You’re stuck. As I mentioned above, since Chrome is actually the operating system of a Chromebook, you’re stuck with Chrome as a browser. The good news is, Chrome is a pretty good browser, so you haven’t lost a lot. (Here in Fayette Co., Chrome will cause you to mostly lose the Microsoft-specific stuff below, but most folks aren’t using Chromebooks as a teacher workstation anyway, so no biggie.)
Use Firefox. Interestingly, Mac’s built-in browser, Safari, is perhaps one of the less popular browsers out there, despite Apple’s overall good reputation. Most knowledgeable Mac users will advise you to install Firefox, and use it exclusively. (Interestingly, there was a brief window where Microsoft’s IE was actually the bundled browser for Macs, but development of a Mac version of IE stopped 12 years ago.)
Use IE and Firefox. The default browser, Internet Explorer, is pretty robust, but it has shown some cracks in its armor as of late. Criticisms include the fact that it runs slow, and slants towards sites delivered using Microsoft’s own development tools. But even more important, CIITS and Infinite Campus (IC) both tend to run better in Firefox (for a while, IC only ran in it). Chrome is also possible (I use it a lot), but the tech office has complaints about changes after Chrome installs, so they generally advise against it.
Windows is the one platform for which I recommend you use two browsers. That’s because we are, in fact (like it or not), a Microsoft house. SharePoint and other web-delivered tools to which we have regular access will deliver their full capabilities only to IE. (When “Spartan” is released, there may be an update to this information!)
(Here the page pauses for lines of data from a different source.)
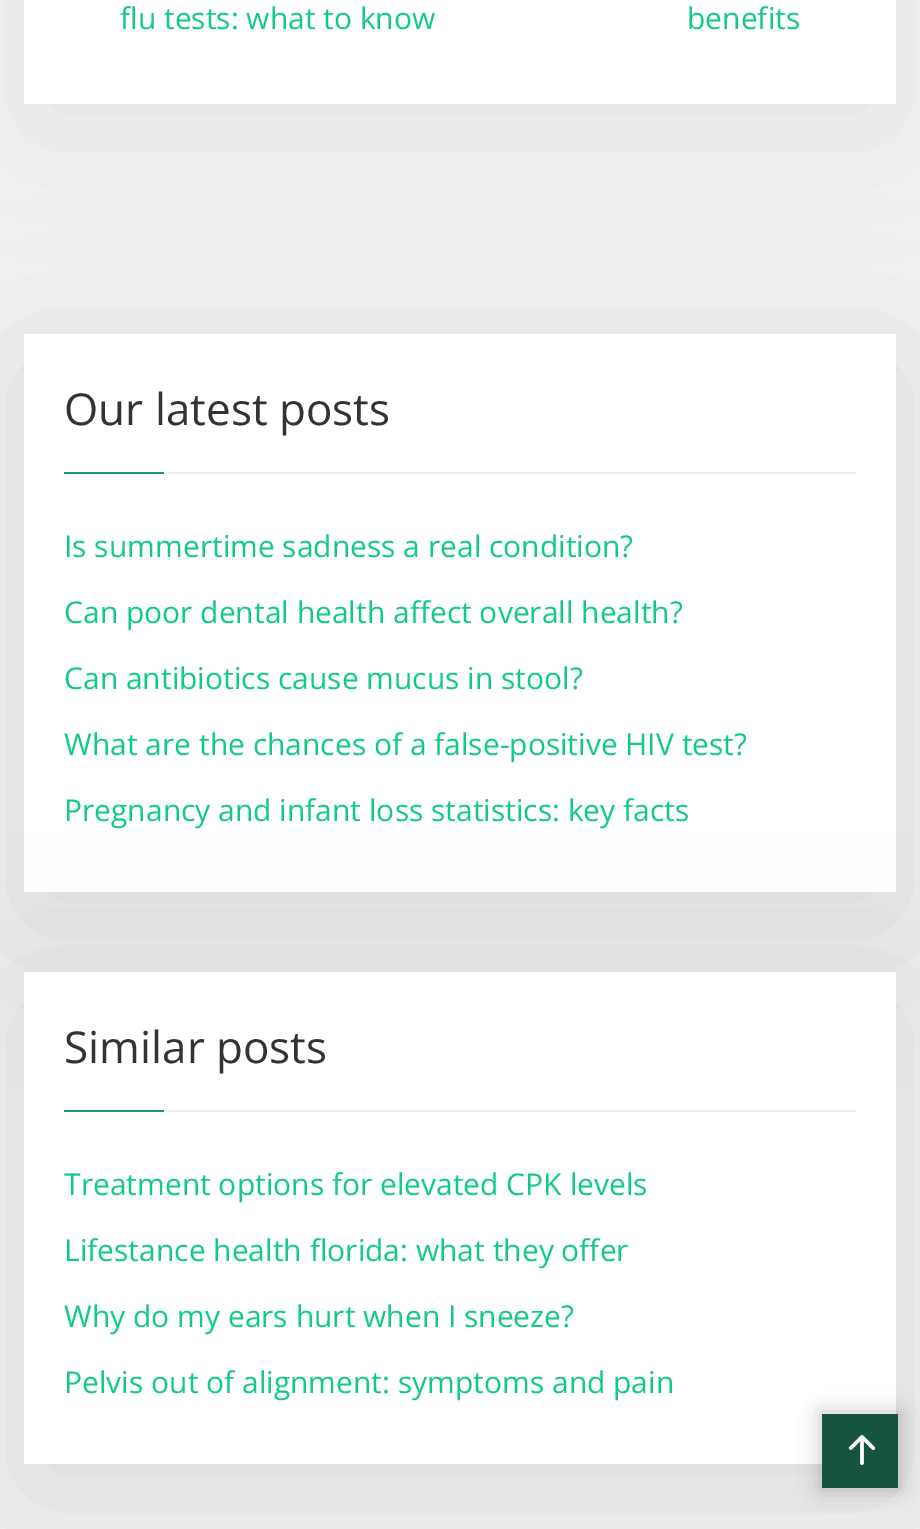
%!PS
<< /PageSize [920 1529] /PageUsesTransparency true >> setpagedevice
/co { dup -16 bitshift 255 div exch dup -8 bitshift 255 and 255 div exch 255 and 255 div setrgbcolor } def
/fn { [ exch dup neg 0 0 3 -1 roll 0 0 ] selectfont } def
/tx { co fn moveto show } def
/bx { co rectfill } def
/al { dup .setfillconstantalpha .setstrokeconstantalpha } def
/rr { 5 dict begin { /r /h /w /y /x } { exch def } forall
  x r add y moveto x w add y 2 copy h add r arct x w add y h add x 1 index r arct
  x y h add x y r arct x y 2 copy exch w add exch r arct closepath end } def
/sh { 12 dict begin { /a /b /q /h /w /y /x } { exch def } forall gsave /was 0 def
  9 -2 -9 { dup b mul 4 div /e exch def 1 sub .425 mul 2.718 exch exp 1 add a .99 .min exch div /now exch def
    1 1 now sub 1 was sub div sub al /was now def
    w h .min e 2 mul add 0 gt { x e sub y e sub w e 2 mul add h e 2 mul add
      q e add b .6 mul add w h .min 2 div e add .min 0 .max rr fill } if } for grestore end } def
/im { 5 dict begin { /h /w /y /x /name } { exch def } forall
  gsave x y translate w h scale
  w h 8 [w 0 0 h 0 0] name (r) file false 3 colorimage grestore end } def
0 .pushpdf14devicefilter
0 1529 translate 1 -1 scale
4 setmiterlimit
0 0 920 1529 16#F2F2F2 bx
16#000000 co
24 -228 872 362 0 76 .06 sh
24 0 872 104 16#FFFFFF bx
16#000000 co
24 364 872 558 0 76 .1 sh
24 334 872 558 16#FFFFFF bx
64 472 100 2 16#229467 bx
164 472 692 2 16#ECECEC bx
16#000000 co
24 1002 872 492 0 76 .1 sh
24 972 872 492 16#FFFFFF bx
64 1110 100 2 16#229467 bx
164 1110 692 2 16#ECECEC bx
16#000000 co
820 1412 80 78 0 10 .2 sh
822 1414 76 74 16#17543E bx
(media/1.raw) 848 1435 28 30 im
(flu tests: what to know) 120 29 /OpenSans-Regular 30 16#11CB82 tx
(benefits) 687 29 /OpenSans-Regular 30 16#11CB82 tx
(Our latest posts) 64 425 /OpenSans-Regular 44 16#333333 tx
(Is summertime sadness a real condition?) 64 557 /OpenSans-Regular 30 16#11CB82 tx
(Can poor dental health affect overall health?) 64 623 /OpenSans-Regular 30 16#11CB82 tx
(Can antibiotics cause mucus in stool?) 64 689 /OpenSans-Regular 30 16#11CB82 tx
(What are the chances of a false-positive HIV test?) 64 755 /OpenSans-Regular 30 16#11CB82 tx
(Pregnancy and infant loss statistics: key facts) 64 821 /OpenSans-Regular 30 16#11CB82 tx
(Similar posts) 64 1063 /OpenSans-Regular 44 16#333333 tx
(Treatment options for elevated CPK levels) 64 1195 /OpenSans-Regular 30 16#11CB82 tx
(Lifestance health florida: what they offer) 64 1261 /OpenSans-Regular 30 16#11CB82 tx
(Why do my ears hurt when I sneeze?) 64 1327 /OpenSans-Regular 30 16#11CB82 tx
(Pelvis out of alignment: symptoms and pain) 64 1393 /OpenSans-Regular 30 16#11CB82 tx
.poppdf14devicefilter showpage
Personal Devices (smart phones, tablets)
Use what’s there. Yes, there are versions of Firefox and Opera developed for your iPhone, iPad, or Android phone/tablet, and they’re free through those platforms’ app stores. But the reasons for using alternate browsers tend to disappear on a personal device, since…
- Personal devices are less likely to be friendly to competing browsers – they’re more complicated to set up, and sharing the results between multiple browsers is difficult.
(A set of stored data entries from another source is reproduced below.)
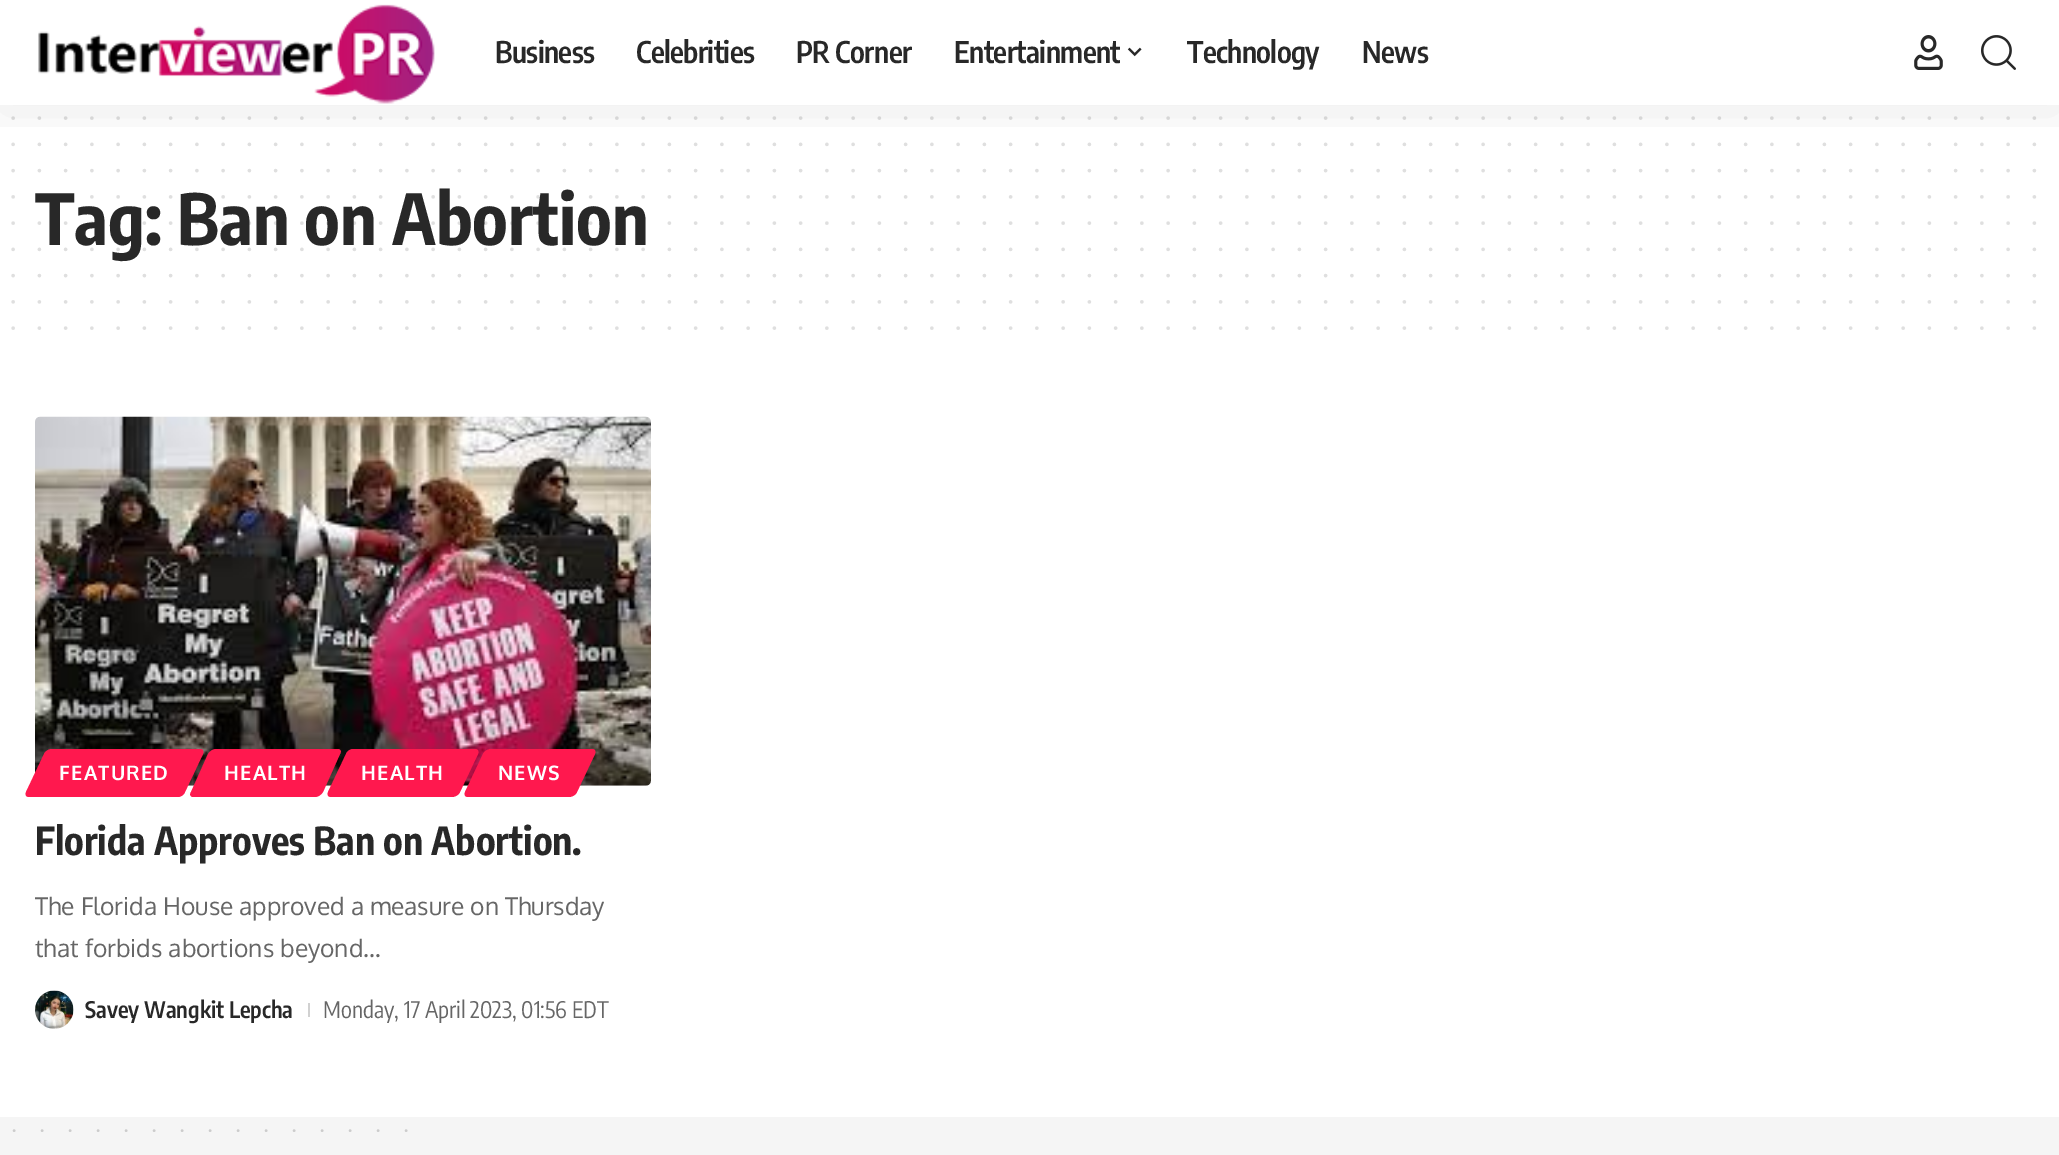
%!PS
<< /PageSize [2059 1155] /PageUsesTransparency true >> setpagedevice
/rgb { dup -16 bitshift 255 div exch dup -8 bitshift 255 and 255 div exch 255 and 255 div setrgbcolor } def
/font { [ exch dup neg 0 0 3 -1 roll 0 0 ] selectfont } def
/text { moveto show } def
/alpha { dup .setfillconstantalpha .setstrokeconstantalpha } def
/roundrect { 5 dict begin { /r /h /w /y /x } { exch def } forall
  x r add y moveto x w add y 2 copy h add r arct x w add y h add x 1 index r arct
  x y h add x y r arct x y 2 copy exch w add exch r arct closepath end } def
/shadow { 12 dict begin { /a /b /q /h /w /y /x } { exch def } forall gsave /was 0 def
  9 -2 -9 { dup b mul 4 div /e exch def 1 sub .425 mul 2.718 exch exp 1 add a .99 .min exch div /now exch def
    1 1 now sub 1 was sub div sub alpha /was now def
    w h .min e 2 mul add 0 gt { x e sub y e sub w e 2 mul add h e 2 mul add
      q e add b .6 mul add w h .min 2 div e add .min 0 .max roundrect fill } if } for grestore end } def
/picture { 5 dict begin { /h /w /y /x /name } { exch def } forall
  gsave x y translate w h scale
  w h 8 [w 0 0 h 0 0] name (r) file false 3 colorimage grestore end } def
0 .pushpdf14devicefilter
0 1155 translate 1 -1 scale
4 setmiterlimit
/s1 { /EncodeSansCondensed-Bold 70 font 16#282828 rgb } def
/s2 { /EncodeSansCondensed-Bold 38.5 font 16#282828 rgb } def
/s3 { /Oxygen-Regular 24.5 font 16#666666 rgb } def
/s4 { /EncodeSansCondensed-SemiBold 22.75 font 16#282828 rgb } def
/s5 { /EncodeSansCondensed-Regular 22.75 font 16#666666 rgb } def
16#FFFFFF rgb
0 0 2059 1155 rectfill
16#DFDFDF rgb
3.5 setlinewidth
1 setlinecap
[0 26.25] 0 setdash
13.1 118.1 moveto 2034.7 118.1 lineto stroke
13.1 144.4 moveto 2034.7 144.4 lineto stroke
13.1 170.6 moveto 2034.7 170.6 lineto stroke
gsave
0 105 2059 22 rectclip
16#000000 rgb
0 7 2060 105 0 26 0.07 shadow
grestore
(pic1.raw) 38 4 397 100 picture
/EncodeSansCondensed-SemiBold 29.75 font
16#282828 rgb
495 63 moveto -0.6 0 (Business) ashow
636 63 moveto -0.6 0 (Celebrities) ashow
796 63 moveto -0.6 0 (PR Corner) ashow
954 63 moveto -0.6 0 (Entertainment) ashow
(pic2.raw) 1127 47 15 10 picture
1187 63 moveto -0.6 0 (Technology) ashow
1362 63 moveto -0.6 0 (News) ashow
(pic3.raw) 1914 35 29 35 picture
(pic4.raw) 1981 35 35 35 picture
s1
(Tag: Ban on Abortion) 35 245 text
0.15 alpha
13.1 196.9 moveto 2034.7 196.9 lineto stroke
13.1 223.1 moveto 2034.7 223.1 lineto stroke
1 alpha
16#DFDFDF rgb
13.1 249.4 moveto 2034.7 249.4 lineto stroke
13.1 275.6 moveto 2034.7 275.6 lineto stroke
13.1 301.9 moveto 2034.7 301.9 lineto stroke
13.1 328.1 moveto 2034.7 328.1 lineto stroke
(pic5.raw) 35 416 616 370 picture
16#FF184E rgb
52 749 moveto 200 749 lineto 203 749 204 751 203 754 curveto 185 792 lineto 184 795 181 797 178 797 curveto 29 797 lineto 26 797 25 795 26 792 curveto 44 754 lineto 45 751 49 749 52 749 curveto closepath fill
/Oxygen-Bold 20 font
16#FFFFFF rgb
59 780 moveto 1.25 0 (FEATURED) ashow
16#FF184E rgb
216 749 moveto 338 749 lineto 340 749 342 751 340 754 curveto 323 792 lineto 321 795 318 797 315 797 curveto 193 797 lineto 191 797 189 795 191 792 curveto 208 754 lineto 210 751 213 749 216 749 curveto closepath fill
16#FFFFFF rgb
224 780 moveto 1.25 0 (HEALTH) ashow
16#FF184E rgb
353 749 moveto 475 749 lineto 478 749 479 751 478 754 curveto 460 792 lineto 459 795 455 797 452 797 curveto 331 797 lineto 328 797 327 795 328 792 curveto 346 754 lineto 347 751 350 749 353 749 curveto closepath fill
16#FFFFFF rgb
361 780 moveto 1.25 0 (HEALTH) ashow
16#FF184E rgb
491 749 moveto 592 749 lineto 595 749 596 751 595 754 curveto 577 792 lineto 576 795 572 797 569 797 curveto 468 797 lineto 465 797 464 795 465 792 curveto 483 754 lineto 484 751 488 749 491 749 curveto closepath fill
16#FFFFFF rgb
498 780 moveto 1.25 0 (NEWS) ashow
s2
(Florida Approves Ban on Abortion.) 35 855 text
s3
(The Florida House approved a measure on Thursday) 35 915 text
(that forbids abortions beyond…) 35 957 text
(pic6.raw) 35 990 39 39 picture
s4
(Savey Wangkit Lepcha) 85 1018 text
16#D1D1D1 rgb
308 1003 2 14 rectfill
s5
(Monday, 17 April 2023, 01:56 EDT) 323 1018 text
16#F5F5F5 rgb
0 1117 2059 38 rectfill
16#CCCCCC rgb
2.6 setlinewidth
[0 28] 0 setdash
14 1130.5 moveto 406.3 1130.5 lineto stroke
.poppdf14devicefilter showpage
- Personal device use patterns are different:
- We don’t generally use them for complex tasks that require a full, computer-based browser, and…
- For some such tasks, we tend to leverage apps (IC has one), which work completely outside the world of browsers.
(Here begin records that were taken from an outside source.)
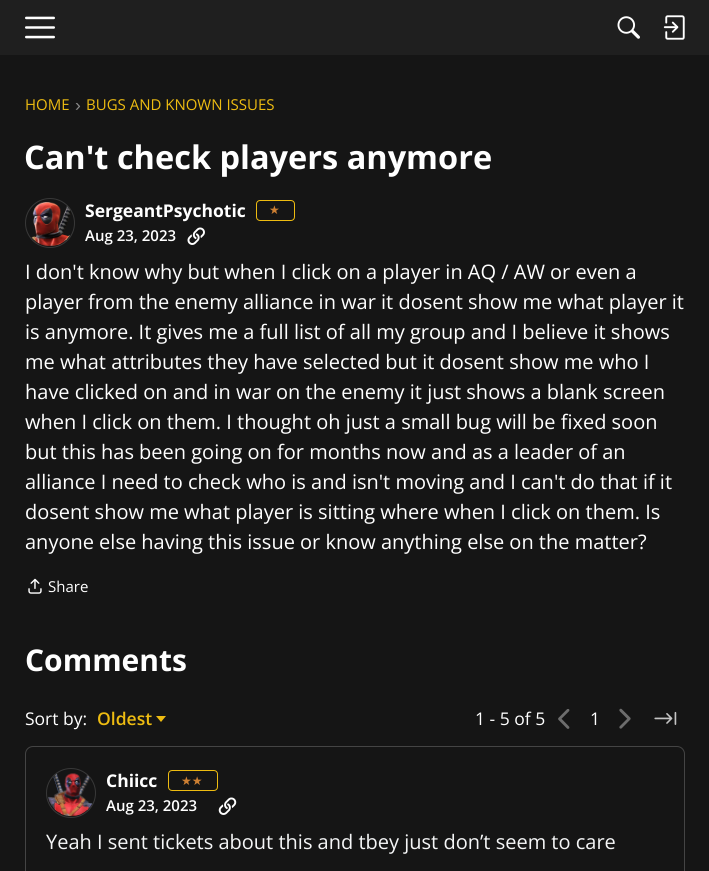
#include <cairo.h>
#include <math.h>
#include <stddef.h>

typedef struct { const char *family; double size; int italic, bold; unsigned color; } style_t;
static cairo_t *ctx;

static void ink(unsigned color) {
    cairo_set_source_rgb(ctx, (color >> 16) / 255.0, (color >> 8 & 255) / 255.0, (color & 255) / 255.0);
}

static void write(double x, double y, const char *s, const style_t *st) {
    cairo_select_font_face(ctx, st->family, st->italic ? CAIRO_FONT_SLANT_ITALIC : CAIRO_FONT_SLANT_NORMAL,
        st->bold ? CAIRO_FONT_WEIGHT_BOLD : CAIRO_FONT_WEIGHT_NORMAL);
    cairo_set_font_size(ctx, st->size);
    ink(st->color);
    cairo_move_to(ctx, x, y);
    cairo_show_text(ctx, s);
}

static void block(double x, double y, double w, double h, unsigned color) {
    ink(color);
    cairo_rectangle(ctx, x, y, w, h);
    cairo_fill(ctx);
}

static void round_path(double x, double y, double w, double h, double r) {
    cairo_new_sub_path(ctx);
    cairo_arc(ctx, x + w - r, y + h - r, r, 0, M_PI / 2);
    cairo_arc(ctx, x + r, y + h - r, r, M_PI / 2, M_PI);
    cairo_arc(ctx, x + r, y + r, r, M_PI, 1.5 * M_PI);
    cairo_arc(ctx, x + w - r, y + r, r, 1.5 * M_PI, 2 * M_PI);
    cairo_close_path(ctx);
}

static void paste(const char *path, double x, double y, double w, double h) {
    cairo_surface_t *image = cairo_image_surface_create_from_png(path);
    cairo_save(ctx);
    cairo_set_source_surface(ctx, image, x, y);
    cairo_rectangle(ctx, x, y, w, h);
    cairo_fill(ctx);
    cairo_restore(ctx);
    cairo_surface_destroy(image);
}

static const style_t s1 = {"Open Sans", 15, 0, 0, 0xeebc11};
static const style_t s2 = {"Liberation Sans", 17.5, 0, 0, 0x8a8a8a};
static const style_t s3 = {"Open Sans", 32.5, 0, 1, 0xffffff};
static const style_t s4 = {"Open Sans", 17.5, 0, 1, 0xffffff};
static const style_t s5 = {"DejaVu Sans", 12, 0, 0, 0xcd7f32};
static const style_t s6 = {"Open Sans SemiBold", 15, 0, 0, 0xffffff};
static const style_t s7 = {"Open Sans", 20, 0, 0, 0xffffff};
static const style_t s8 = {"Open Sans", 15, 0, 0, 0xffffff};
static const style_t s9 = {"Open Sans", 30, 0, 1, 0xffffff};
static const style_t s10 = {"Open Sans", 17.5, 0, 0, 0xffffff};
static const style_t s11 = {"Open Sans SemiBold", 17.5, 0, 0, 0xeebc11};
static const style_t s12 = {"Open Sans", 20, 0, 0, 0xf5f6f7};

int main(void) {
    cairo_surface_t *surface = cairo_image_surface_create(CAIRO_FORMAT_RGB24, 709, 871);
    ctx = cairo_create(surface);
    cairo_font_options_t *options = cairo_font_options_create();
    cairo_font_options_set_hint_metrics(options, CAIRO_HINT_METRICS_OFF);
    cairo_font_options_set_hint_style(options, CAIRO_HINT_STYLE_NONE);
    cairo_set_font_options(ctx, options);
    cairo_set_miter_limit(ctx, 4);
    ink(0x151515);
    cairo_paint(ctx);
    block(0, 0, 709, 55, 0x1f1f1f);
    paste("pic1.png", 25, 16, 30, 23);
    paste("pic2.png", 617, 16, 23, 23);
    paste("pic3.png", 663, 15, 22, 25);
    write(25, 110, "HOME", &s1);
    write(75, 111, "›", &s2);
    write(86, 110, "BUGS AND KNOWN ISSUES", &s1);
    write(24, 169, "Can't check players anymore", &s3);
    cairo_new_path(ctx);
    cairo_arc(ctx, 50, 223, 24.5, 0, 2 * M_PI);
    ink(0x383838);
    cairo_set_line_width(ctx, 1);
    cairo_stroke(ctx);
    paste("pic4.png", 31, 202, 40, 45);
    write(85, 217, "SergeantPsychotic", &s4);
    round_path(256.5, 200.5, 38, 20, 3.5);
    ink(0xeebc11);
    cairo_stroke(ctx);
    write(269, 214, "★", &s5);
    write(85, 241, "Aug 23, 2023", &s6);
    paste("pic5.png", 187, 227, 18, 18);
    write(25, 279, "I don't know why but when I click on a player in AQ / AW or even a", &s7);
    write(25, 309, "player from the enemy alliance in war it dosent show me what player it", &s7);
    write(25, 339, "is anymore. It gives me a full list of all my group and I believe it shows", &s7);
    write(25, 369, "me what attributes they have selected but it dosent show me who I", &s7);
    write(25, 399, "have clicked on and in war on the enemy it just shows a blank screen", &s7);
    write(25, 429, "when I click on them. I thought oh just a small bug will be fixed soon", &s7);
    write(25, 459, "but this has been going on for months now and as a leader of an", &s7);
    write(25, 489, "alliance I need to check who is and isn't moving and I can't do that if it", &s7);
    write(25, 519, "dosent show me what player is sitting where when I click on them. Is", &s7);
    write(25, 549, "anyone else having this issue or know anything else on the matter?", &s7);
    paste("pic6.png", 28, 578, 14, 16);
    write(48, 592, "Share", &s8);
    write(25, 671, "Comments", &s9);
    write(25, 725, "Sort by:", &s10);
    write(97, 725, "Oldest", &s11);
    cairo_new_path(ctx);
    cairo_move_to(ctx, 156, 716);
    cairo_line_to(ctx, 166, 716);
    cairo_line_to(ctx, 161, 722);
    cairo_close_path(ctx);
    cairo_fill(ctx);
    write(475, 725, "1 - 5 of 5", &s10);
    paste("pic7.png", 558, 709, 12, 20);
    write(590, 725, "1", &s10);
    paste("pic8.png", 619, 708, 12, 21);
    paste("pic9.png", 654, 711, 23, 14);
    round_path(25.5, 746.5, 659, 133, 7.5);
    ink(0x444444);
    cairo_stroke(ctx);
    cairo_arc(ctx, 71, 793, 24.5, 0, 2 * M_PI);
    ink(0x383838);
    cairo_stroke(ctx);
    paste("pic10.png", 48, 773, 45, 44);
    write(106, 787, "Chiicc", &s4);
    round_path(168.5, 770.5, 49, 20, 3.5);
    ink(0xeebc11);
    cairo_stroke(ctx);
    write(181, 785, "★★", &s5);
    write(106, 811, "Aug 23, 2023", &s6);
    paste("pic11.png", 218, 797, 19, 18);
    write(46, 849, "Yeah I sent tickets about this and tbey just don’t seem to care", &s12);
    cairo_surface_write_to_png(surface, "screenshot.png");
    cairo_font_options_destroy(options);
    cairo_destroy(ctx);
    cairo_surface_destroy(surface);
    return 0;
}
Installing a browser other than the bundled one.
Most teacher workstations have Firefox installed already, but if not, you should contact your STC and get it installed. Two caveats:
- Do not select the default install settings. Firefox and Chrome will both change things without your knowledge. But, more important, both will attempt to install add-ons to your Safari or IE which you don’t want. It’s just a check-box you need to un-check, but you need to be watching!
- Be aware of your “default browser.” Macs and PC’s will allow you to select which browser you want to use automatically. You’ll be asked this when you install a new one, or sometimes when you start a non-default browser.
- Macs: set it to Firefox.
- PCs: set to whichever you want, but be aware that clicking a link will always open that browser, even if you need to access the site through the other. If you have a shortcut on your desktop which goes to a site, you can set that shortcut in such a way that it calls the correct browser for that work. Talk to your STC about getting that done.
Yes, this is another technical detail you now have to track. If we were confident that the Internet will, one day, return to an “open specification,” we could go back to not caring which browser we used (or we’d select them for features rather than capabilities, like we used to). Until then (as in never!), this is the world we live in.